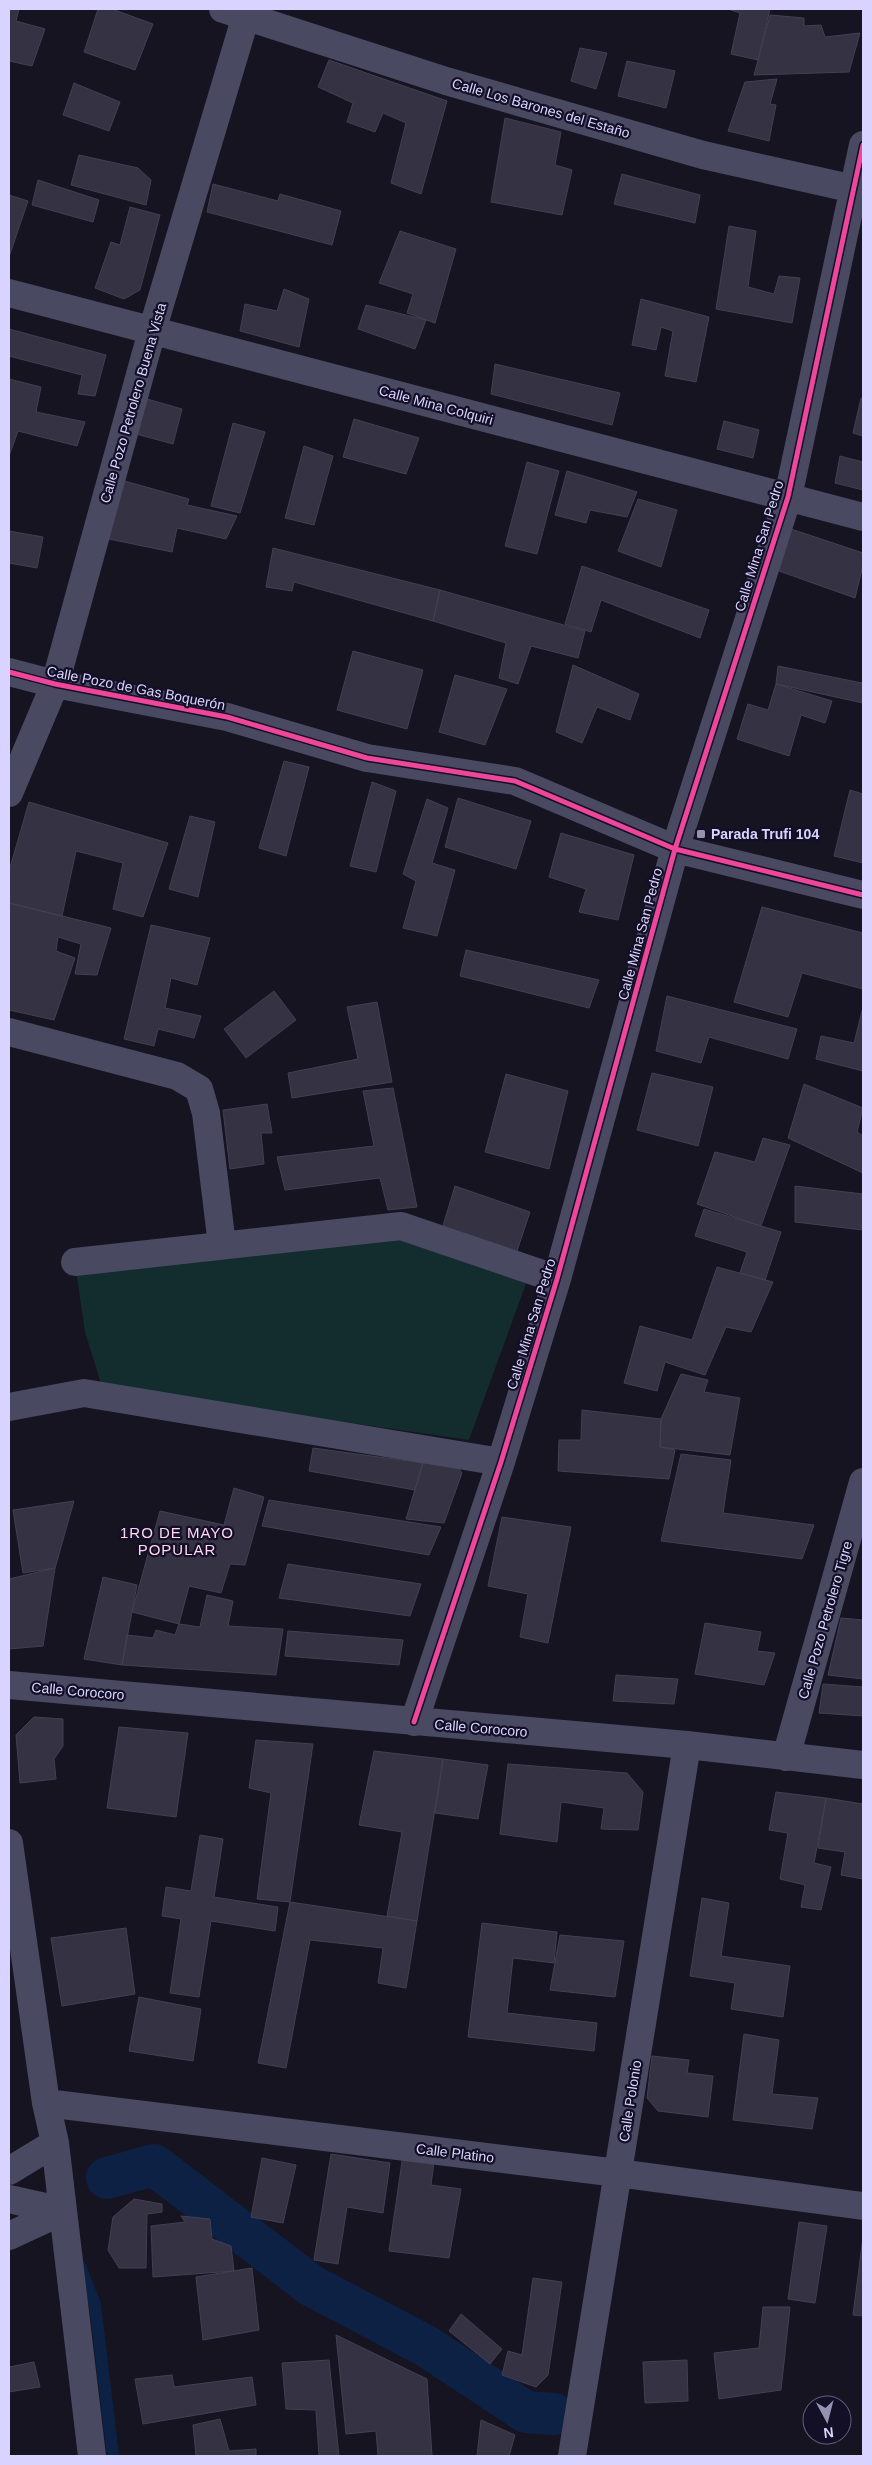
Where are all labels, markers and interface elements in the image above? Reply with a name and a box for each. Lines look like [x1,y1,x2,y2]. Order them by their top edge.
street label: Calle Los Barones del Estaño [450,75,632,141]
street label: Calle Pozo Petrolero Buena Vista [97,301,169,505]
street label: Calle Mina Colquiri [377,382,495,428]
street label: Calle Mina San Pedro [731,478,787,613]
street label: Calle Pozo de Gas Boquerón [45,663,227,713]
place label: Parada Trufi 104 [711,826,819,842]
marker: Parada Trufi 104 [695,828,707,840]
street label: Calle Mina San Pedro [615,866,665,1002]
street label: Calle Mina San Pedro [503,1256,559,1391]
district label: 1RO DE MAYO POPULAR [120,1524,234,1558]
street label: Calle Pozo Petrolero Tigre [795,1539,855,1701]
street label: Calle Corocoro [31,1679,125,1703]
street label: Calle Corocoro [434,1716,528,1740]
street label: Calle Polonio [616,2059,644,2143]
street label: Calle Platino [415,2140,495,2166]
north arrow [802,2395,852,2445]
text: N [823,2424,835,2441]

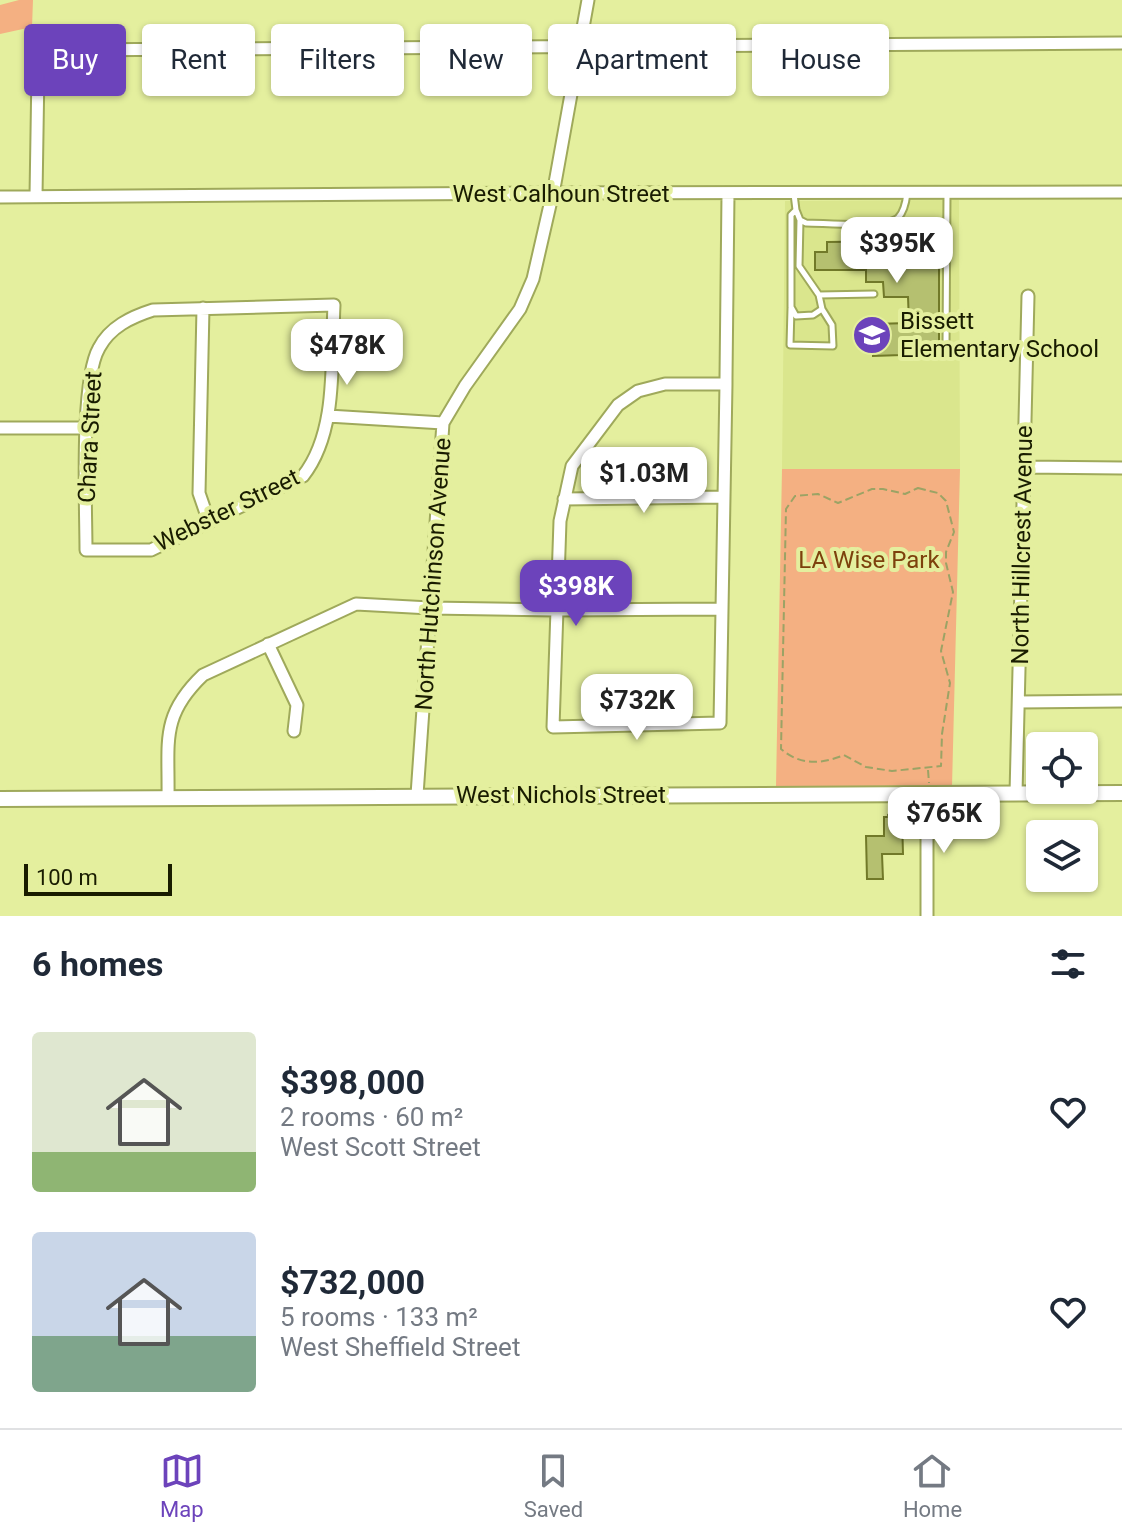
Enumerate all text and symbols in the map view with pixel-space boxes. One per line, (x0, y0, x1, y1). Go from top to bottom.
chip: Buy (24, 24, 126, 96)
chip: Rent (142, 24, 255, 96)
chip: Filters (271, 24, 404, 96)
chip: New (420, 24, 532, 96)
chip: Apartment (548, 24, 736, 96)
chip: House (752, 24, 889, 96)
street label: West Calhoun Street (452, 180, 670, 208)
pin: $395K (841, 217, 953, 285)
text: $395K (859, 228, 935, 258)
place label: Bissett Elementary School (900, 307, 1099, 363)
school or university icon: Bissett Elementary School (851, 314, 893, 356)
pin: $478K (291, 319, 403, 387)
text: $478K (309, 330, 385, 360)
street label: Chara Street (73, 370, 107, 504)
street label: North Hillcrest Avenue (1006, 425, 1038, 665)
street label: North Hutchinson Avenue (409, 437, 457, 711)
pin: $1.03M (579, 447, 709, 515)
text: $1.03M (599, 458, 689, 488)
street label: Webster Street (150, 463, 304, 557)
park label: LA Wise Park (798, 546, 940, 574)
pin: $398K (520, 560, 632, 628)
text: $398K (538, 571, 614, 601)
pin: $732K (581, 674, 693, 742)
text: $732K (599, 685, 675, 715)
map controls (1026, 732, 1098, 892)
button: locate (1026, 732, 1098, 804)
street label: West Nichols Street (456, 781, 666, 809)
pin: $765K (888, 787, 1000, 855)
text: $765K (906, 798, 982, 828)
button: layers (1026, 820, 1098, 892)
scale bar (24, 860, 172, 896)
text: 100 m (36, 865, 98, 890)
icon: filters (1046, 942, 1090, 986)
text: 6 homes (32, 944, 163, 984)
text: $398,000 (280, 1062, 425, 1102)
icon: home (96, 1064, 192, 1160)
icon: heart (1046, 1090, 1090, 1134)
text: 2 rooms · 60 m² (280, 1102, 463, 1132)
text: West Scott Street (280, 1132, 481, 1162)
text: $732,000 (280, 1262, 425, 1302)
icon: home (96, 1264, 192, 1360)
icon: heart (1046, 1290, 1090, 1334)
text: 5 rooms · 133 m² (280, 1302, 478, 1332)
text: West Sheffield Street (280, 1332, 520, 1362)
tab: Map (160, 1449, 204, 1522)
tab: Saved (524, 1449, 583, 1522)
tab: Home (903, 1449, 962, 1522)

- - -

- Requirement: Which lines of the data above contain the string "Elementary"? Copy each of them.

- Exercise output:
place label: Bissett Elementary School (900, 307, 1099, 363)
school or university icon: Bissett Elementary School (851, 314, 893, 356)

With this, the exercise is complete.